IMAS researcher Dr Taryn Noble will be assessing the vulnerability of East Antarctica to future warming. The project will address major gaps in our understanding of how the Antarctic Ice Sheet will respond to climate change, through critical insights into its sensitivity to past climate warming.

“I’ll be applying geochemical approaches to track meltwater input due to ice-sheet loss during past warming, and the impact of glacial meltwater on biological productivity and Southern Ocean circulation,” Dr Noble said.

“Knowing how the ice sheet and ocean respond to climate warming will lead to more reliable long-term projections of future sea-level rise and climate – and it will facilitate evidence-based policy decisions for managing the impact of sea-level rise.”

School of Information and Communication Technology researcher Dr Zehong (Jimmy) Cao will be working on a closed-loop human–agent learning framework to enhance decision making.

“This project will create new technologies to promote controllability and efficient and safe exploration of an environment for decision actions – drastically boosting learning effectiveness and interpretability in decision making,” Dr Cao said.
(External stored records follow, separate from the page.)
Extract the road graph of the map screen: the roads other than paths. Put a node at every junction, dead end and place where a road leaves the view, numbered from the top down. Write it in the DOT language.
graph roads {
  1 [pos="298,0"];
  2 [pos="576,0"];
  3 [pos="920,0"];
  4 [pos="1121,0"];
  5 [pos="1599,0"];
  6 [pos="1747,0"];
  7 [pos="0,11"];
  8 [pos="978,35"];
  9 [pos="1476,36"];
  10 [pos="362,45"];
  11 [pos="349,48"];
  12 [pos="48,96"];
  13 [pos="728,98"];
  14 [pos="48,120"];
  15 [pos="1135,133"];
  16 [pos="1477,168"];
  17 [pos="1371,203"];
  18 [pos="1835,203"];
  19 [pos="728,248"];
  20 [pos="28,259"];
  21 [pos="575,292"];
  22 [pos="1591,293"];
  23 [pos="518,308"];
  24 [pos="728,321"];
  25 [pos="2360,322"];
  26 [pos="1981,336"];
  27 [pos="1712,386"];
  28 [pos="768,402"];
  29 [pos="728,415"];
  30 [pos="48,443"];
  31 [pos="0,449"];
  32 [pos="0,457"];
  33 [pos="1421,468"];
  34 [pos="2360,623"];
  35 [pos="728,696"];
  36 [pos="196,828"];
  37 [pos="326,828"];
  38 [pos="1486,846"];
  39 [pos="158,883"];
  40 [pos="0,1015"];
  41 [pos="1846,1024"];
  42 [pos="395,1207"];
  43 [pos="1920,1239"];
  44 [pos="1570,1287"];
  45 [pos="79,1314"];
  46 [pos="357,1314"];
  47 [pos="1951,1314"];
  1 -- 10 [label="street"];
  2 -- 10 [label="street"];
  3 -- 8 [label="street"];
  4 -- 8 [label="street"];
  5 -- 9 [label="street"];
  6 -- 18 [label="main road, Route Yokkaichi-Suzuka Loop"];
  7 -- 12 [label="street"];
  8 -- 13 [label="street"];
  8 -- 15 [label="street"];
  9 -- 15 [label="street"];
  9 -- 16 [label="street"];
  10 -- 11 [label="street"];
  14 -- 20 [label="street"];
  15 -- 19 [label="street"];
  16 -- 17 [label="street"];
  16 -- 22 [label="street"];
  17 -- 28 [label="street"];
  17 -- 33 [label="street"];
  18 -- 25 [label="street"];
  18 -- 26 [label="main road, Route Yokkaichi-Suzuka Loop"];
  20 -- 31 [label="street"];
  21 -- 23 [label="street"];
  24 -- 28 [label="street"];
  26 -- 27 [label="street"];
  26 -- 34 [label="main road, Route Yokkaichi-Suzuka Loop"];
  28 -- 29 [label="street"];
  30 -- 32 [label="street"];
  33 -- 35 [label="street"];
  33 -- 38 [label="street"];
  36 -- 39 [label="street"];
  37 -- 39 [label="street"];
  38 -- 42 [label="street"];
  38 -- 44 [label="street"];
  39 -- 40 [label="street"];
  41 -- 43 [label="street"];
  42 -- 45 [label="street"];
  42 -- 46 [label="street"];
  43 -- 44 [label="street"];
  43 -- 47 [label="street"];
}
“This will benefit national cybersecurity by improving our understanding of vulnerabilities and threats involving decision actions, and by ensuring that human feedback and evaluations can help prevent catastrophic events in explorations of dynamic and complex environments.”

CALE researcher Dr Susan Bartie will develop a socio-legal history of Australia’s environmental lawyers, with the aim of creating new resources to benefit the environment and the community.

“I believe my project will unearth new ways of understanding the law in action, creating new knowledge for reforming environmental governance and environmental protection,” Dr Bartie said.

“Lawyers are crucial facilitators and legitimators of social causes, but are often studied in ways that suggest that their importance to the nation is either marginal or purely instrumental. My study of the ideas and endeavours of environmental lawyers, over a 50-year period, is designed to challenge these common portrayals.”

All funded DECRA projects for this round are available on the ARC website.